Poker strategy continually evolves and things that used to be considered intermediate or even advanced NL Hold’em strategy concepts are now considered basic things that every player should know. One of these skills is the continuation bet.

Once considered an intermediate move by poker players, the continuation bet has become so commonplace that most are including it as part of basic strategy. Today, we will take a look at the continuation bet and how you will use it in NL Texas Hold’em.

What is the Continuation Bet

A continuation bet is a fairly simple concept. It is simply a continuation of betting by a pre-flop raiser. For example, let’s say that you look down to pocket jacks in middle position raise pre-flop. The flop falls Kd-4c-6s. Players ahead of you decide to check to you.

In the past, some people recommend slowing down as someone with a hand like A-K or K-Q may have hit an overpair.

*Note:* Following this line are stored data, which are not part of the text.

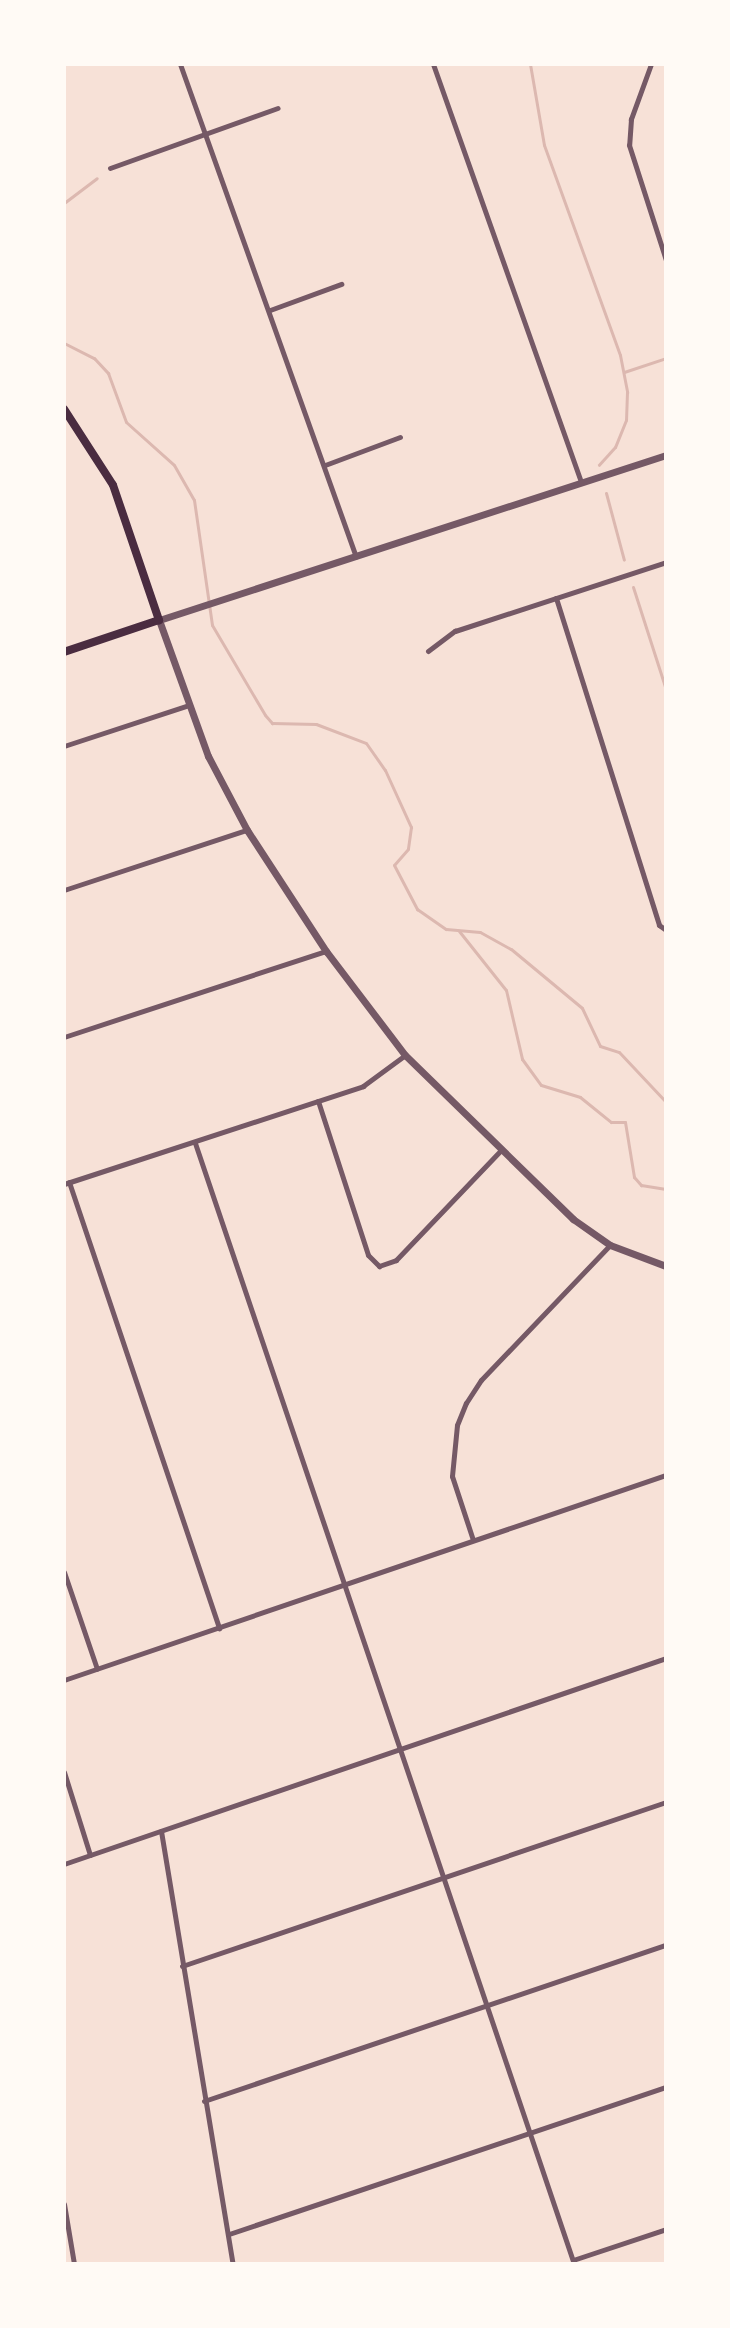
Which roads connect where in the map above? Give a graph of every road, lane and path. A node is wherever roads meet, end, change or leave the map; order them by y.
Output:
1 (180, 64) edge
2 (433, 64) edge
3 (651, 64) edge
4 (278, 108) dead end
5 (207, 134) junction
6 (110, 168) dead end
7 (666, 260) edge
8 (341, 284) dead end
9 (270, 310) junction
10 (64, 409) edge
11 (400, 437) dead end
12 (666, 455) edge
13 (325, 465) junction
14 (581, 484) junction
15 (356, 558) junction
16 (666, 562) edge
17 (556, 598) junction
18 (159, 620) junction
19 (428, 651) dead end
20 (64, 652) edge
21 (189, 705) junction
22 (64, 746) edge
23 (247, 830) junction
24 (64, 890) edge
25 (666, 930) edge
26 (326, 951) junction
27 (64, 1037) edge
28 (405, 1055) junction
29 (318, 1101) junction
30 (195, 1143) junction
31 (500, 1151) junction
32 (67, 1183) edge
33 (610, 1245) junction
34 (666, 1266) edge
35 (666, 1475) edge
36 (473, 1540) junction
37 (64, 1572) edge
38 (342, 1585) junction
39 (219, 1628) junction
40 (666, 1658) edge
41 (97, 1669) junction
42 (64, 1680) edge
43 (398, 1749) junction
44 (64, 1772) edge
45 (666, 1802) edge
46 (161, 1831) junction
47 (90, 1855) junction
48 (64, 1864) edge
49 (443, 1878) junction
50 (666, 1945) edge
51 (182, 1966) junction
52 (485, 2005) junction
53 (666, 2087) edge
54 (204, 2101) junction
55 (527, 2134) junction
56 (64, 2204) edge
57 (666, 2229) edge
58 (229, 2234) junction
59 (574, 2262) edge
60 (74, 2264) edge
61 (233, 2264) edge

1 - 5 street
2 - 14 street
3 - 7 street
4 - 5 street
5 - 6 street
5 - 9 street
8 - 9 street
9 - 13 street
10 - 18 main road
11 - 13 street
12 - 14 street
13 - 15 street
14 - 15 street
15 - 18 street
16 - 17 street
17 - 19 street
17 - 25 street
18 - 20 main road
18 - 21 street
21 - 22 street
21 - 23 street
23 - 24 street
23 - 26 street
26 - 27 street
26 - 28 street
28 - 29 street
28 - 31 street
29 - 30 street
29 - 31 street
30 - 32 street
30 - 38 street
31 - 33 street
32 - 39 street
33 - 34 street
33 - 36 street
35 - 36 street
36 - 38 street
37 - 41 street
38 - 39 street
38 - 43 street
39 - 41 street
40 - 43 street
41 - 42 street
43 - 46 street
43 - 49 street
44 - 47 street
45 - 49 street
46 - 47 street
46 - 51 street
47 - 48 street
49 - 51 street
49 - 52 street
50 - 52 street
51 - 54 street
52 - 54 street
52 - 55 street
53 - 55 street
54 - 58 street
55 - 58 street
55 - 59 street
56 - 60 street
57 - 59 street
58 - 61 street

However, know how tough it is to hit a pair in this game, a better play is to try and bet and take down the pot.

This is where the continuation bet comes into play. If action is checked to you, you simply make a bet into the pot with the intent of taking the pot down right there. In many pots, a continuation bet will end the hand and you will drag the pot. For other pots, it will help you better define where you’re at in the hand.

Continuation Betting to Determine Hand Strength

Looking at the same scenario, let’s assume that you put in a continuation bet and someone in late position made the call. Their call should definitely put you on notice and the process of evaluating their hand strength should begin.

What did they have pre-flop? Clearly, they didn’t have a hand strong enough to three-bet you with, so why did they call your continuation bet. Next, is this a player that has shown the ability to try and take the pot away on later streets.

When you don’t have information on player tendencies, a call of a continuation bet either means they have hit the board or are drawing. If the board has straight or flush possibilities, then you will want to size your bet on later streets where it isn’t profitable for them to call.

When straights or flushes are not there, then you need to decide whether they have hit an underpair or are slow playing a bigger hand. If a player with K-Q called in the above scenario, they may call as they are worried about you having A-K, Kings or Aces. If anything, it will help you narrow down their range for future streets.

Continuation Betting as a Bluff

Let’s say you decided to raise in late position with a hand like K-Q and the flop falls A-4-8. You do not have a piece of the board, but you have position on the other players. In this spot, you can continuation bet as a bluff with the intention of winning the pot right there.

Again, this is a spot where you are going to want to pay close attention if someone calls your continuation bet. If you’re regularly making continuation bets, a player with a hand like A-J may check to you and let you bet for them. This play works better against tighter players who may have come in with a smaller pair or a weaker holding like K-Q or K-J.

Continuation Betting for Value

There are times where your continuation bet will be a value bet, especially against looser players. Let’s say you raised from the button with pocket tens and a loose player in the big blind called you. The flop falls A-6-10, giving you a set.

In this spot, you might be tempted to slow play, but you may be better served to make a continuation bet. If it is likely they will call the flop bet, or their range of hand is such that they may have caught a piece of it, continuation bet to build a pot.

Work on Your Continuation Betting

Continuation betting is so common nowadays that in some poker games, failing to continuation bet is viewed as a sign of weakness. As such, you should begin working on your continuation betting skills in order to keep your opponents guessing.

We aren’t saying that you should continuation bet every single time you raise pre-flop, but you should do it enough to keep them guessing as to whether you actually have a hand or if you’re trying to buy the pot on the flop.